** DATA LISTING follows **

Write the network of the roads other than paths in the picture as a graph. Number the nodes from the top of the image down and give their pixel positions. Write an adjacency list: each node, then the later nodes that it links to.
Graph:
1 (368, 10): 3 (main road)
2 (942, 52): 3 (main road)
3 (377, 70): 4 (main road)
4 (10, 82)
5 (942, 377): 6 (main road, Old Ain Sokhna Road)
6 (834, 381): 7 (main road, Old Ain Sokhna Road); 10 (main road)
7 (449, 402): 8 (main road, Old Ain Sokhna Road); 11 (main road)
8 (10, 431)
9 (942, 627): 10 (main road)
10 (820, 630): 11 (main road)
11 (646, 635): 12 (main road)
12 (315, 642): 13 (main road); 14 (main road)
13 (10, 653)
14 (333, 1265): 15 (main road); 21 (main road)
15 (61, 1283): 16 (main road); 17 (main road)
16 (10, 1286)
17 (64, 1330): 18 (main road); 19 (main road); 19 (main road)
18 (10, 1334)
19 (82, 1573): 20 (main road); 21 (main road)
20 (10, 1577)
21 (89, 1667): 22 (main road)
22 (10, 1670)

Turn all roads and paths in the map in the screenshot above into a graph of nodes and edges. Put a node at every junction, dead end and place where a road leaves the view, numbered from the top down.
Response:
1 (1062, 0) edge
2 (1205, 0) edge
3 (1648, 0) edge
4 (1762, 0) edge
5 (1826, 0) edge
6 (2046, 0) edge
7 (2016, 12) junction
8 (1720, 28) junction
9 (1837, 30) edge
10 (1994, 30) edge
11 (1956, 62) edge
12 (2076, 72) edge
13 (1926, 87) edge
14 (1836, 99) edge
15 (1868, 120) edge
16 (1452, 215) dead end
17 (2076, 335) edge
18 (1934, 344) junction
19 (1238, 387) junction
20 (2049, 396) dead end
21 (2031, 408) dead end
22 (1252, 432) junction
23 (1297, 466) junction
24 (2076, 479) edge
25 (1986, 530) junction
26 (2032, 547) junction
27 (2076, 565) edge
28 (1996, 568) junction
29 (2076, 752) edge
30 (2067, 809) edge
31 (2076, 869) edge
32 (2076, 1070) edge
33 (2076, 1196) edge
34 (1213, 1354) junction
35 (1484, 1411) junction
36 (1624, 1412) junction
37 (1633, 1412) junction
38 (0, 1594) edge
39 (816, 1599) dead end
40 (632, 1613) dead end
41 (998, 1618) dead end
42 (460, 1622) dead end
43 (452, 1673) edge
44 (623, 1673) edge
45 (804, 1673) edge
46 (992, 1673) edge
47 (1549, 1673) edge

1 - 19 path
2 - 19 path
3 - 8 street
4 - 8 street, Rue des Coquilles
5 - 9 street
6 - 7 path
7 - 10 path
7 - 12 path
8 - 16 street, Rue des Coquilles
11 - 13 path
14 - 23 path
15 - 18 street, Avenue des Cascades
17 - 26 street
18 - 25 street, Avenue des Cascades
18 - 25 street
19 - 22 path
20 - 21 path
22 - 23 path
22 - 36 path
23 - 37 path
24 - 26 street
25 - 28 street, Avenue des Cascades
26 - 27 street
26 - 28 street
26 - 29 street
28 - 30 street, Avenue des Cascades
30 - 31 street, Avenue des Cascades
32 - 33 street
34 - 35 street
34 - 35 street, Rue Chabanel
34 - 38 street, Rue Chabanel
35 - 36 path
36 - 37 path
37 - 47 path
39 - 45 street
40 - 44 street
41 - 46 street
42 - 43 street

** End of DATA LISTING **

YOUR INSTRUCTIONS: Transcribe the records exactly as they appear.

EXERCISE RESULT:
Write the network of the roads other than paths in the picture as a graph. Number the nodes from the top of the image down and give their pixel positions. Write an adjacency list: each node, then the later nodes that it links to.
Graph:
1 (368, 10): 3 (main road)
2 (942, 52): 3 (main road)
3 (377, 70): 4 (main road)
4 (10, 82)
5 (942, 377): 6 (main road, Old Ain Sokhna Road)
6 (834, 381): 7 (main road, Old Ain Sokhna Road); 10 (main road)
7 (449, 402): 8 (main road, Old Ain Sokhna Road); 11 (main road)
8 (10, 431)
9 (942, 627): 10 (main road)
10 (820, 630): 11 (main road)
11 (646, 635): 12 (main road)
12 (315, 642): 13 (main road); 14 (main road)
13 (10, 653)
14 (333, 1265): 15 (main road); 21 (main road)
15 (61, 1283): 16 (main road); 17 (main road)
16 (10, 1286)
17 (64, 1330): 18 (main road); 19 (main road); 19 (main road)
18 (10, 1334)
19 (82, 1573): 20 (main road); 21 (main road)
20 (10, 1577)
21 (89, 1667): 22 (main road)
22 (10, 1670)

Turn all roads and paths in the map in the screenshot above into a graph of nodes and edges. Put a node at every junction, dead end and place where a road leaves the view, numbered from the top down.
Response:
1 (1062, 0) edge
2 (1205, 0) edge
3 (1648, 0) edge
4 (1762, 0) edge
5 (1826, 0) edge
6 (2046, 0) edge
7 (2016, 12) junction
8 (1720, 28) junction
9 (1837, 30) edge
10 (1994, 30) edge
11 (1956, 62) edge
12 (2076, 72) edge
13 (1926, 87) edge
14 (1836, 99) edge
15 (1868, 120) edge
16 (1452, 215) dead end
17 (2076, 335) edge
18 (1934, 344) junction
19 (1238, 387) junction
20 (2049, 396) dead end
21 (2031, 408) dead end
22 (1252, 432) junction
23 (1297, 466) junction
24 (2076, 479) edge
25 (1986, 530) junction
26 (2032, 547) junction
27 (2076, 565) edge
28 (1996, 568) junction
29 (2076, 752) edge
30 (2067, 809) edge
31 (2076, 869) edge
32 (2076, 1070) edge
33 (2076, 1196) edge
34 (1213, 1354) junction
35 (1484, 1411) junction
36 (1624, 1412) junction
37 (1633, 1412) junction
38 (0, 1594) edge
39 (816, 1599) dead end
40 (632, 1613) dead end
41 (998, 1618) dead end
42 (460, 1622) dead end
43 (452, 1673) edge
44 (623, 1673) edge
45 (804, 1673) edge
46 (992, 1673) edge
47 (1549, 1673) edge

1 - 19 path
2 - 19 path
3 - 8 street
4 - 8 street, Rue des Coquilles
5 - 9 street
6 - 7 path
7 - 10 path
7 - 12 path
8 - 16 street, Rue des Coquilles
11 - 13 path
14 - 23 path
15 - 18 street, Avenue des Cascades
17 - 26 street
18 - 25 street, Avenue des Cascades
18 - 25 street
19 - 22 path
20 - 21 path
22 - 23 path
22 - 36 path
23 - 37 path
24 - 26 street
25 - 28 street, Avenue des Cascades
26 - 27 street
26 - 28 street
26 - 29 street
28 - 30 street, Avenue des Cascades
30 - 31 street, Avenue des Cascades
32 - 33 street
34 - 35 street
34 - 35 street, Rue Chabanel
34 - 38 street, Rue Chabanel
35 - 36 path
36 - 37 path
37 - 47 path
39 - 45 street
40 - 44 street
41 - 46 street
42 - 43 street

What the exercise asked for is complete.